When it comes to reading, I owe Iain Banks a hell of a lot.

Difficult though it is to believe now, there was a spell in my 20s when I’d got out of the habit of reading. Iain Banks was my route back into contemporary fiction.

Staying at a friend’s after a wedding and waking early, I picked up a copy of ‘The Bridge’ from the bookshelf the morning after, before anyone was up. I didn’t get very far but was sufficiently intrigued to get the book myself shortly afterwards.

It seems unlikely today but there didn’t seem to be much in the way of contemporary Scottish fiction at the time. Other, of course, than Iain Banks. Suffice to say that I bought every one of his novels in fairly short order.

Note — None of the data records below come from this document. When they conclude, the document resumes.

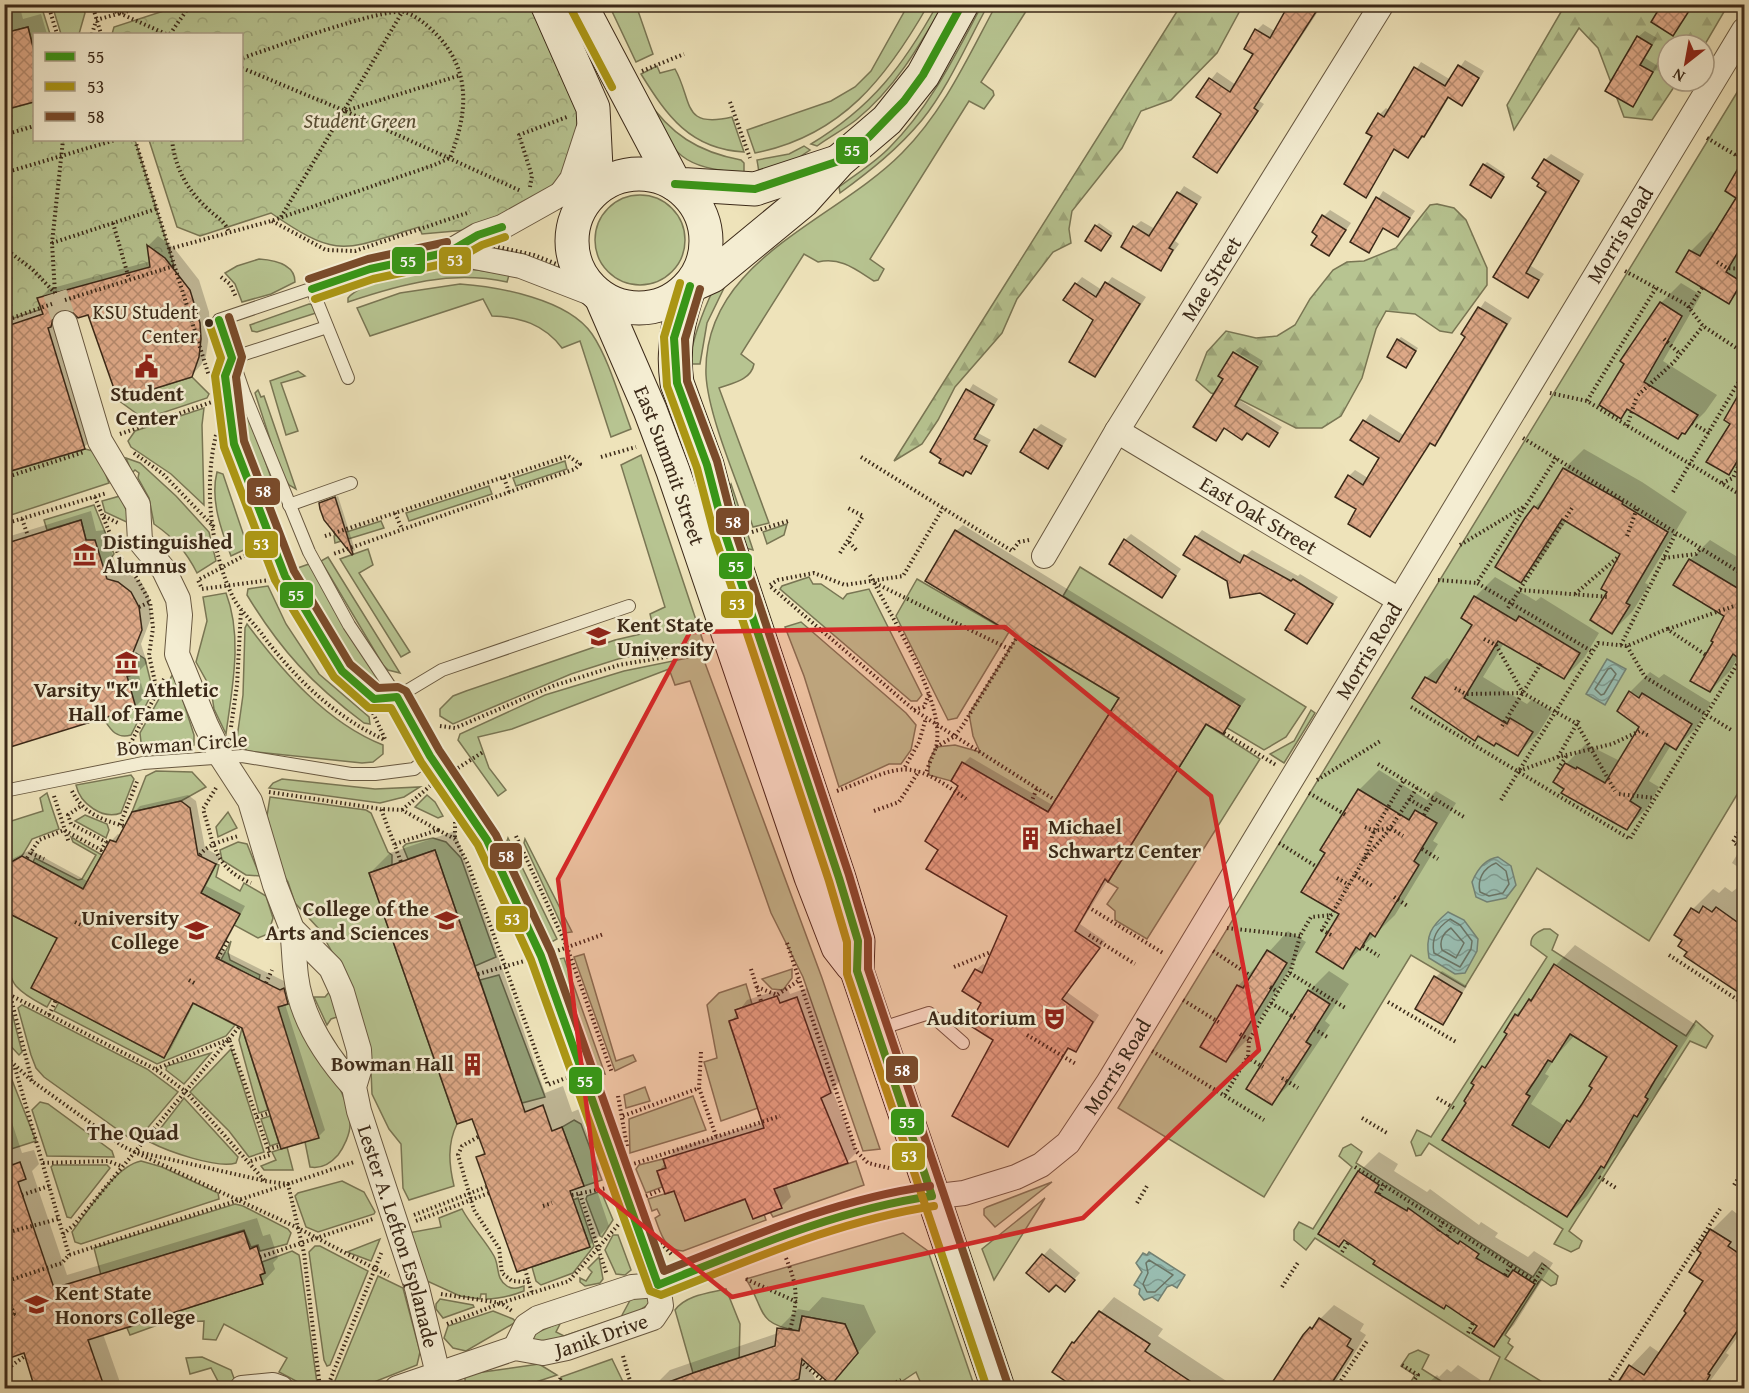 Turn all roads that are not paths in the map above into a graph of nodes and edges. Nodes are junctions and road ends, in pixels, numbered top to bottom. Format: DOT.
graph roads {
  1 [pos="547,4"];
  2 [pos="580,4"];
  3 [pos="962,4"];
  4 [pos="1382,4"];
  5 [pos="1744,30"];
  6 [pos="593,108"];
  7 [pos="839,161"];
  8 [pos="675,184"];
  9 [pos="597,188"];
  10 [pos="566,202"];
  11 [pos="449,252"];
  12 [pos="701,281"];
  13 [pos="312,289"];
  14 [pos="601,297"];
  15 [pos="65,323"];
  16 [pos="327,327"];
  17 [pos="232,358"];
  18 [pos="348,378"];
  19 [pos="1118,431"];
  20 [pos="351,483"];
  21 [pos="289,506"];
  22 [pos="1039,548"];
  23 [pos="1399,600"];
  24 [pos="629,606"];
  25 [pos="397,697"];
  26 [pos="430,756"];
  27 [pos="225,762"];
  28 [pos="4,790"];
  29 [pos="292,929"];
  30 [pos="857,970"];
  31 [pos="877,1030"];
  32 [pos="963,1043"];
  33 [pos="354,1087"];
  34 [pos="932,1196"];
  35 [pos="658,1285"];
  36 [pos="515,1348"];
  37 [pos="438,1381"];
  38 [pos="242,1389"];
  39 [pos="281,1389"];
  40 [pos="397,1389"];
  41 [pos="998,1389"];
  1 -- 6 [label="main road"];
  2 -- 8 [label="main road"];
  3 -- 7 [label="main road"];
  4 -- 19 [label="street, Mae Street"];
  5 -- 23 [label="street, Morris Road"];
  6 -- 9 [label="main road"];
  6 -- 10 [label="street"];
  7 -- 8 [label="main road"];
  7 -- 12 [label="main road"];
  8 -- 9 [label="main road"];
  8 -- 12 [label="main road"];
  9 -- 10 [label="street"];
  9 -- 14 [label="main road"];
  10 -- 11 [label="street"];
  11 -- 13 [label="lane"];
  11 -- 14 [label="street"];
  12 -- 14 [label="main road"];
  12 -- 30 [label="main road, East Summit Street"];
  13 -- 16 [label="lane"];
  13 -- 17 [label="lane"];
  14 -- 30 [label="main road, East Summit Street"];
  15 -- 27 [label="street, Lester A. Lefton Esplanade"];
  16 -- 17 [label="lane"];
  16 -- 18 [label="lane"];
  17 -- 21 [label="lane"];
  17 -- 25 [label="lane"];
  19 -- 22 [label="street, Mae Street"];
  19 -- 23 [label="street, East Oak Street"];
  20 -- 21 [label="lane"];
  21 -- 25 [label="lane"];
  23 -- 34 [label="street, Morris Road"];
  24 -- 25 [label="lane"];
  25 -- 26 [label="lane"];
  26 -- 27 [label="lane, Bowman Circle"];
  26 -- 35 [label="lane"];
  27 -- 28 [label="lane, Bowman Circle"];
  27 -- 29 [label="street, Lester A. Lefton Esplanade"];
  29 -- 33 [label="street, Lester A. Lefton Esplanade"];
  29 -- 33 [label="street, Lester A. Lefton Esplanade"];
  30 -- 31 [label="main road, East Summit Street"];
  31 -- 32 [label="lane"];
  31 -- 34 [label="main road, East Summit Street"];
  33 -- 37 [label="street, Lester A. Lefton Esplanade"];
  34 -- 35 [label="street, Janik Drive"];
  34 -- 41 [label="main road, East Summit Street"];
  35 -- 36 [label="street, Janik Drive"];
  35 -- 36 [label="street, Janik Drive"];
  36 -- 37 [label="street, Janik Drive"];
  37 -- 40 [label="street, Janik Drive"];
  38 -- 39 [label="street"];
} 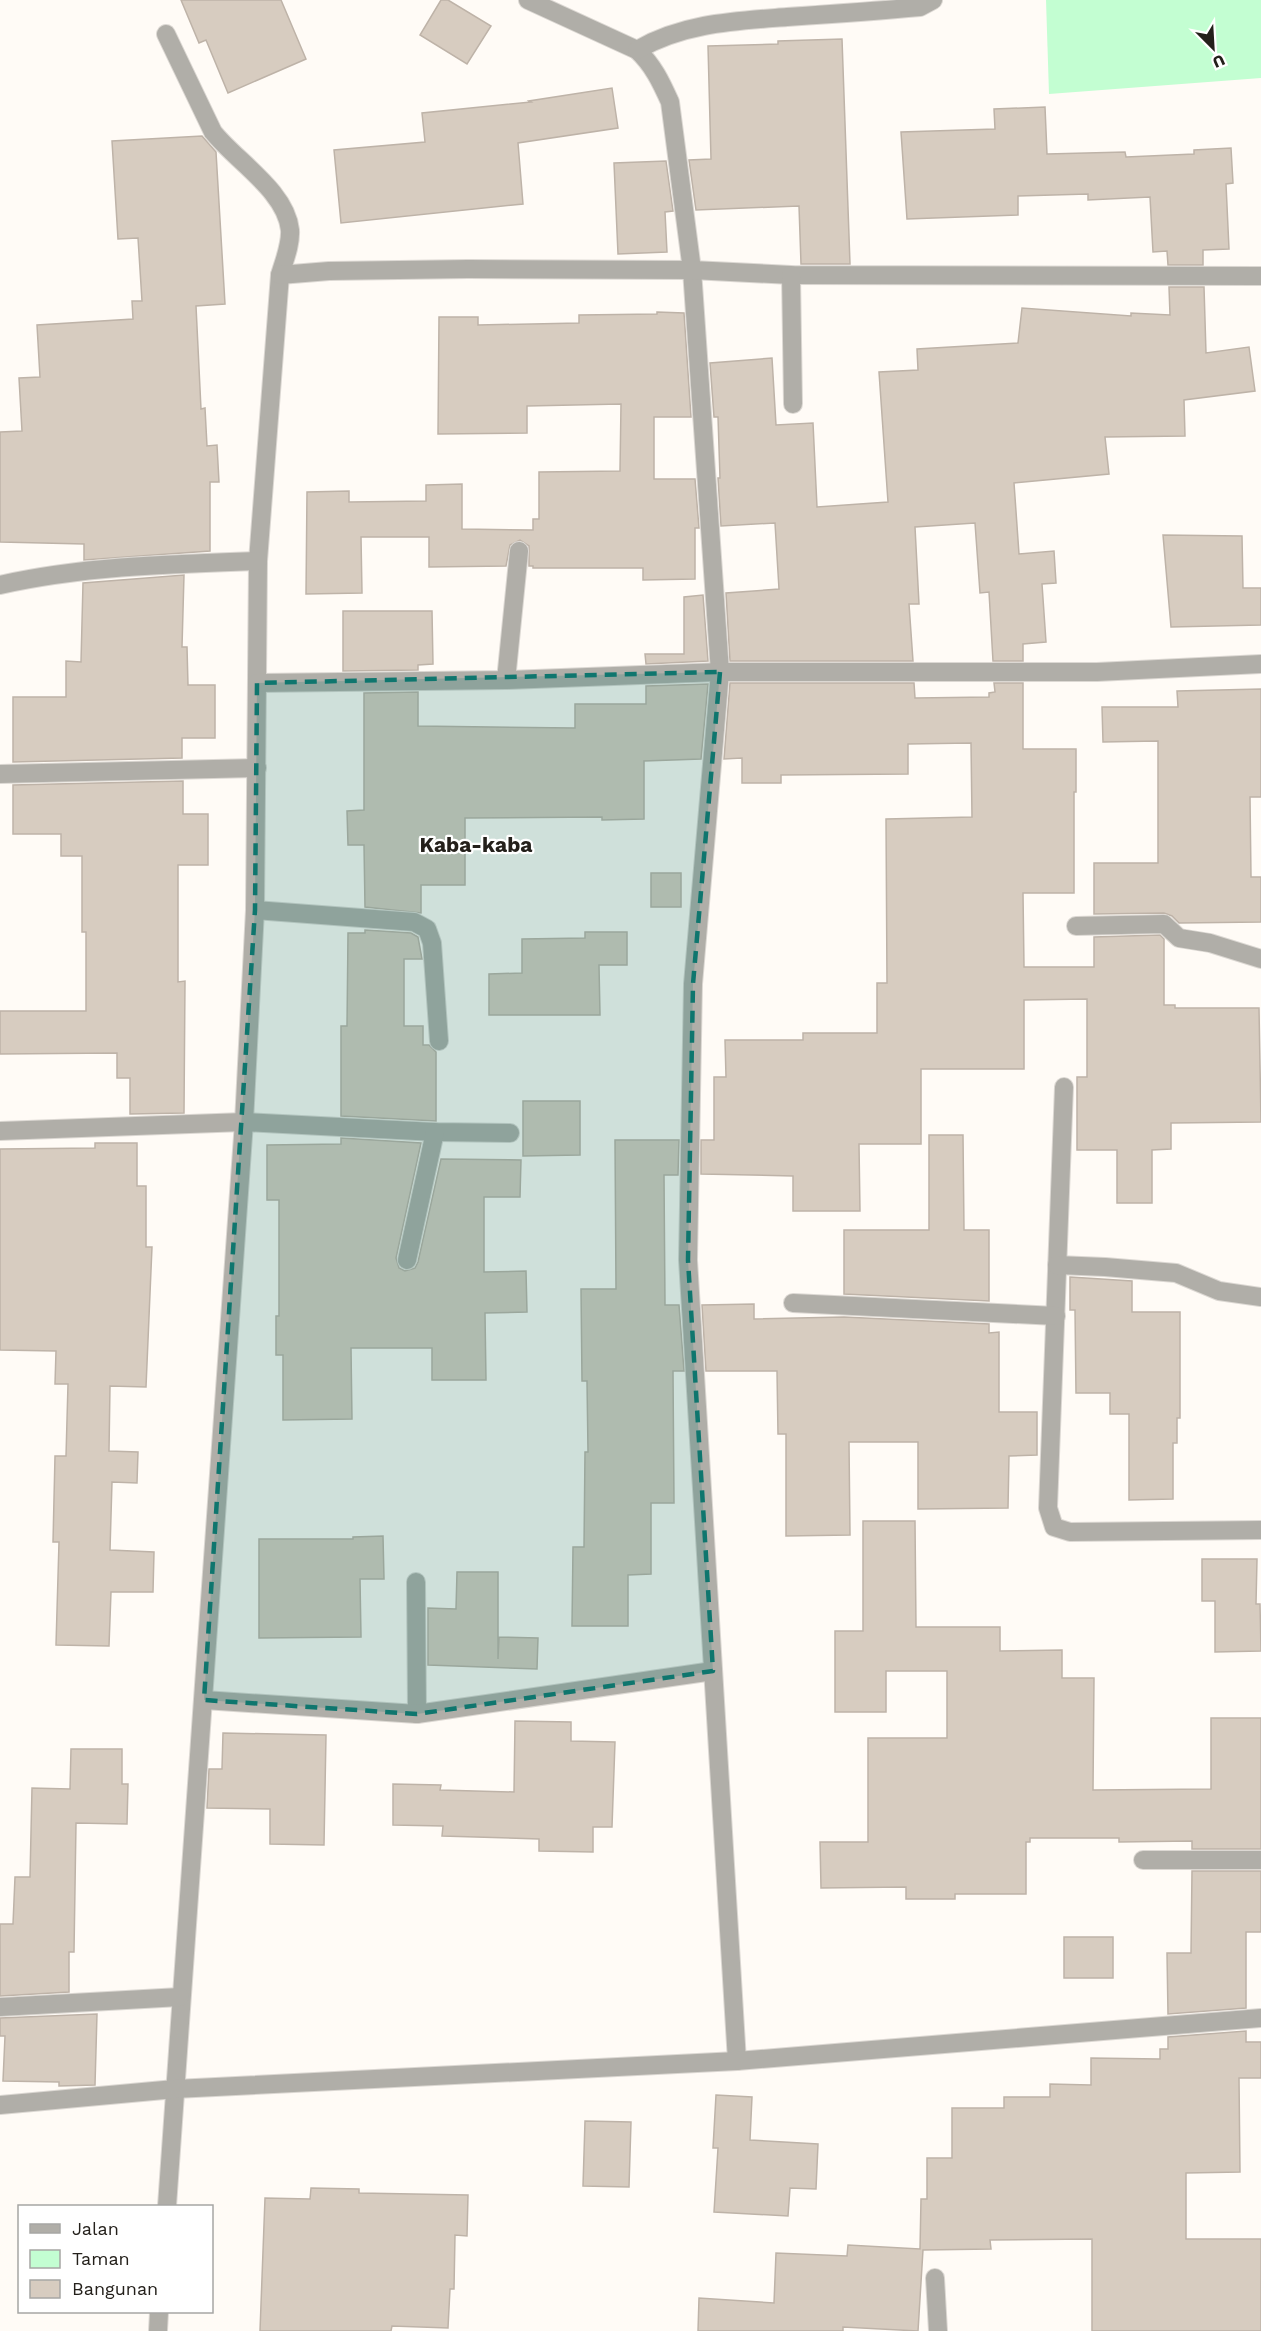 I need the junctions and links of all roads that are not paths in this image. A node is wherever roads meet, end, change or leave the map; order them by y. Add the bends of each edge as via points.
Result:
1 (528, 0) edge
2 (933, 0) edge
3 (166, 34) dead end
4 (637, 50) junction
5 (693, 270) junction
6 (280, 275) junction
7 (790, 275) junction
8 (1261, 276) edge
9 (793, 404) dead end
10 (519, 551) dead end
11 (258, 561) junction
12 (0, 585) edge
13 (1261, 664) edge
14 (720, 672) junction
15 (506, 680) junction
16 (257, 683) junction
17 (257, 768) junction
18 (0, 774) edge
19 (255, 910) junction
20 (1076, 926) dead end
21 (1261, 959) edge
22 (439, 1041) dead end
23 (1064, 1087) dead end
24 (244, 1122) junction
25 (0, 1131) edge
26 (435, 1132) junction
27 (510, 1133) dead end
28 (408, 1260) dead end
29 (1057, 1266) junction
30 (1261, 1298) edge
31 (793, 1303) dead end
32 (1056, 1316) junction
33 (1261, 1530) edge
34 (416, 1582) dead end
35 (713, 1671) junction
36 (204, 1700) junction
37 (417, 1714) junction
38 (1143, 1860) dead end
39 (1261, 1860) edge
40 (180, 1997) junction
41 (0, 2007) edge
42 (1261, 2018) edge
43 (737, 2061) junction
44 (175, 2089) junction
45 (0, 2105) edge
46 (167, 2205) edge
47 (935, 2278) dead end
48 (159, 2313) edge
49 (158, 2331) edge
50 (939, 2331) edge

1 - 4 street
2 - 4 street via 912,8 733,21 680,30
3 - 6 street via 213,132 275,195 287,215 290,242
4 - 5 street via 648,61 670,102
5 - 6 street via 468,269
5 - 7 street
5 - 14 street
6 - 11 street
7 - 8 street
7 - 9 street
10 - 15 street
11 - 12 street via 120,566
11 - 16 street
13 - 14 street via 1097,672
14 - 15 street
14 - 35 street via 693,984 688,1260
15 - 16 street
16 - 17 street
17 - 18 street
17 - 19 street
19 - 22 street via 414,922 427,929 432,944
19 - 24 street
20 - 21 street via 1164,924 1179,938
23 - 29 street
24 - 25 street
24 - 26 street
24 - 36 street
26 - 27 street
26 - 28 street
29 - 30 street via 1176,1273 1219,1291
29 - 32 street
31 - 32 street
32 - 33 street via 1048,1508 1054,1527 1070,1532
34 - 37 street
35 - 37 street
35 - 43 street
36 - 37 street
36 - 40 street
38 - 39 street
40 - 41 street
40 - 44 street
42 - 43 street
43 - 44 street
44 - 45 street
44 - 46 street
47 - 50 street
48 - 49 street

When I finished the ‘literary’ novels, with nothing else to buy, I turned, with a little trepidation, to the Iain M Banks SF books. And enjoyed them just as much.

So having got me back into the reading habit, Banks was also my route back into written SF for the first time in over a decade.

Over the years, we went to a good number of his book events and were always struck by his larger than life persona. The last event we saw him at took place at Dundee Central Library last year. The abiding memory of that night was hearing him getting micced up beforehand, blissfully unaware that the mic was live and that his commentary on how much he disliked the mics was being broadcast to the gathering audience!

I also had the pleasure of a couple of brief chats with the man in recent years at events that my wife had organised, most recently when he launched the Sci-Fife series of events in Glenrothes.

That night I asked him which of his SF novels he thought would be most appropriate for the then 14 year old MPK1.

“None!” was his quick response before reconsidering on the basis of the materials that teenagers are exposed to through games. (If you’re interested, ‘The Player of Games’ was his eventual recommendation.)

Others will write far more eloquently and more knowledgeably than I can about his novels and the impact that they have had. However, on a personal basis, a new Banks every year or two was an event to look forward to.

The news in April that he had terminal cancer was a terrible shock. He seemed to be one of these cultural icons you imagined would be around forever. His statement announcing the grim news though seemed typical of the man, facing the worst of situations the only way he knew how – with humour.

His last statement, a couple of weeks ago, tapped the same vein. He announced that he had returned to driving gas guzzling cars to zip around the Highlands for the sheer joy of speed on the grounds that he was saving 20-30 years on his expected carbon footprint.

It turns out his carbon footprint was to be cut short sooner than we could have imagined.The news that he had died this morning was nevertheless still a shock.

The world truly is a poorer place for his loss and my thoughts tonight are with his family and friends.


One Comment

  1. Andy says:

    I think a lot of people found a way into contemporary fiction via Iain Banks, particularly Scottish fiction, both as readers and as writers. I still remember the utter shock of reading The Wasp Factory at 16 or 17. It literally freaked me out but I was hooked. Some of his books I like a lot less than others and I doubt I can talk myself or be talked into giving Canal Dreams another read though I plan to give The Bridge another go soon. Nice article, thanks.